**WHAT THIS TASK INVOLVES**. Without including any pictures, copy every line below exactly.
INFORMATION: Begin
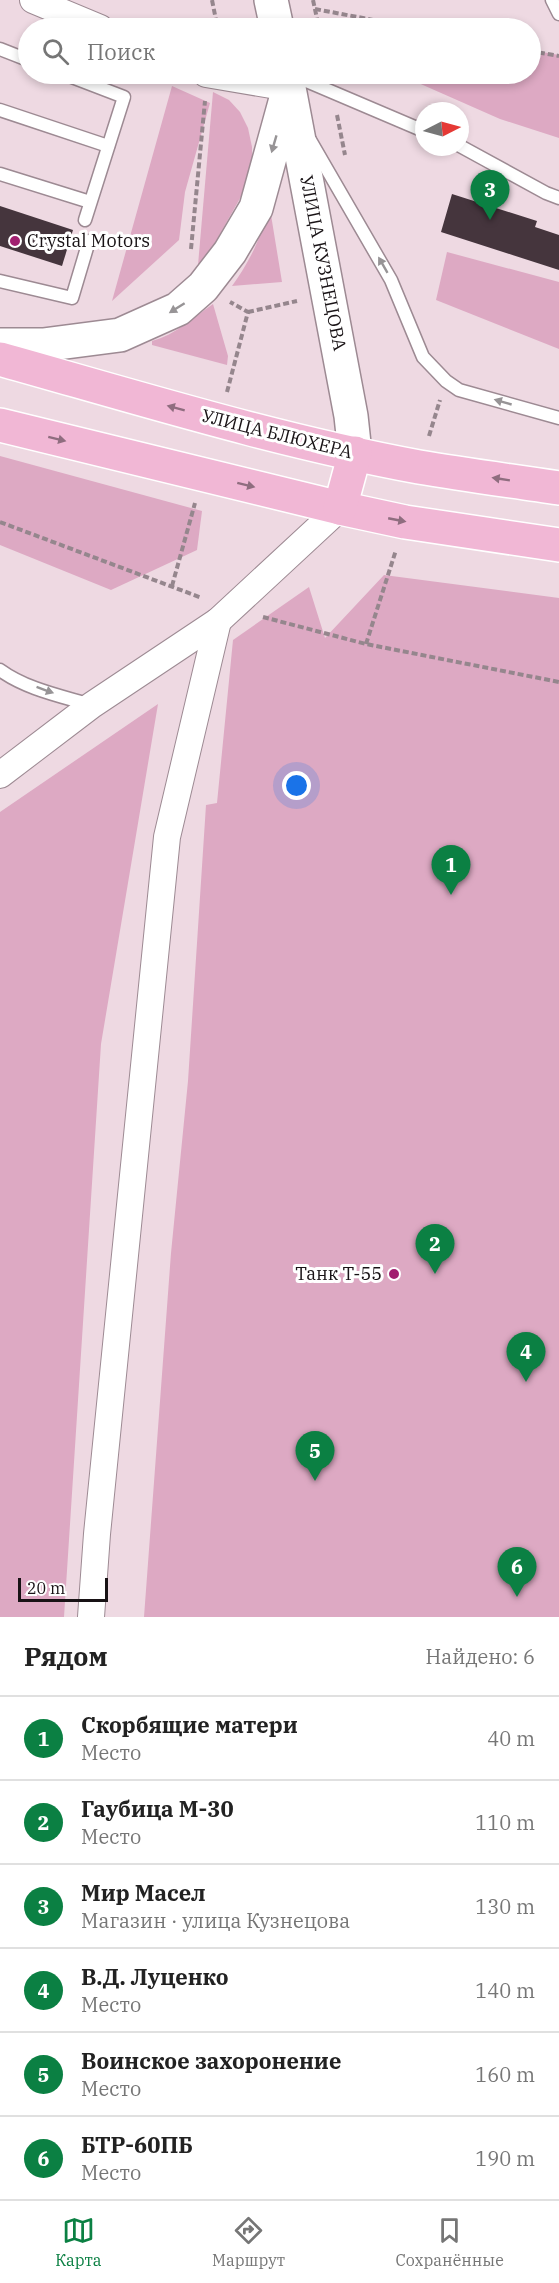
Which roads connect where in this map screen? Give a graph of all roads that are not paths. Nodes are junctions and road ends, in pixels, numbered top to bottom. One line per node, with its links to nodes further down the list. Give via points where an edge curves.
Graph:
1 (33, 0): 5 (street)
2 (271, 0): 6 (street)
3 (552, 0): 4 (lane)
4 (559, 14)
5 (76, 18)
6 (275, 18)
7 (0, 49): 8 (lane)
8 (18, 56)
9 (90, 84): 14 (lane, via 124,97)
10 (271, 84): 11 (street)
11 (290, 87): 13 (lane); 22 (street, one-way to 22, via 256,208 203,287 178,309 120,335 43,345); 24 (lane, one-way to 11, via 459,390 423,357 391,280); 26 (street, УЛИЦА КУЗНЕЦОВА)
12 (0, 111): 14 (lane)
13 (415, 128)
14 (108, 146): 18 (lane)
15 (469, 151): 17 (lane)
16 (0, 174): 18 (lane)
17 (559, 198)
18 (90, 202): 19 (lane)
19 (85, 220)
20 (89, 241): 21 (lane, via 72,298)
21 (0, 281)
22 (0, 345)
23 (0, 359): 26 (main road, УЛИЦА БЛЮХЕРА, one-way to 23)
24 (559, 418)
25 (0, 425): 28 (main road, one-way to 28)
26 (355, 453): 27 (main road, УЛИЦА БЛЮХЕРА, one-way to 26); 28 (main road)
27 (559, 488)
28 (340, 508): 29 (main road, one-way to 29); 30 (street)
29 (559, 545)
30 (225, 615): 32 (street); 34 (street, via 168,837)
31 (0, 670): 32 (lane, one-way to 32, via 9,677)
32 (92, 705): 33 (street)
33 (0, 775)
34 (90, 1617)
INFORMATION: End
**REPLY TO THE EXERCISE**.
Which roads connect where in this map screen? Give a graph of all roads that are not paths. Nodes are junctions and road ends, in pixels, numbered top to bottom. One line per node, with its links to nodes further down the list. Give via points where an edge curves.
Graph:
1 (33, 0): 5 (street)
2 (271, 0): 6 (street)
3 (552, 0): 4 (lane)
4 (559, 14)
5 (76, 18)
6 (275, 18)
7 (0, 49): 8 (lane)
8 (18, 56)
9 (90, 84): 14 (lane, via 124,97)
10 (271, 84): 11 (street)
11 (290, 87): 13 (lane); 22 (street, one-way to 22, via 256,208 203,287 178,309 120,335 43,345); 24 (lane, one-way to 11, via 459,390 423,357 391,280); 26 (street, УЛИЦА КУЗНЕЦОВА)
12 (0, 111): 14 (lane)
13 (415, 128)
14 (108, 146): 18 (lane)
15 (469, 151): 17 (lane)
16 (0, 174): 18 (lane)
17 (559, 198)
18 (90, 202): 19 (lane)
19 (85, 220)
20 (89, 241): 21 (lane, via 72,298)
21 (0, 281)
22 (0, 345)
23 (0, 359): 26 (main road, УЛИЦА БЛЮХЕРА, one-way to 23)
24 (559, 418)
25 (0, 425): 28 (main road, one-way to 28)
26 (355, 453): 27 (main road, УЛИЦА БЛЮХЕРА, one-way to 26); 28 (main road)
27 (559, 488)
28 (340, 508): 29 (main road, one-way to 29); 30 (street)
29 (559, 545)
30 (225, 615): 32 (street); 34 (street, via 168,837)
31 (0, 670): 32 (lane, one-way to 32, via 9,677)
32 (92, 705): 33 (street)
33 (0, 775)
34 (90, 1617)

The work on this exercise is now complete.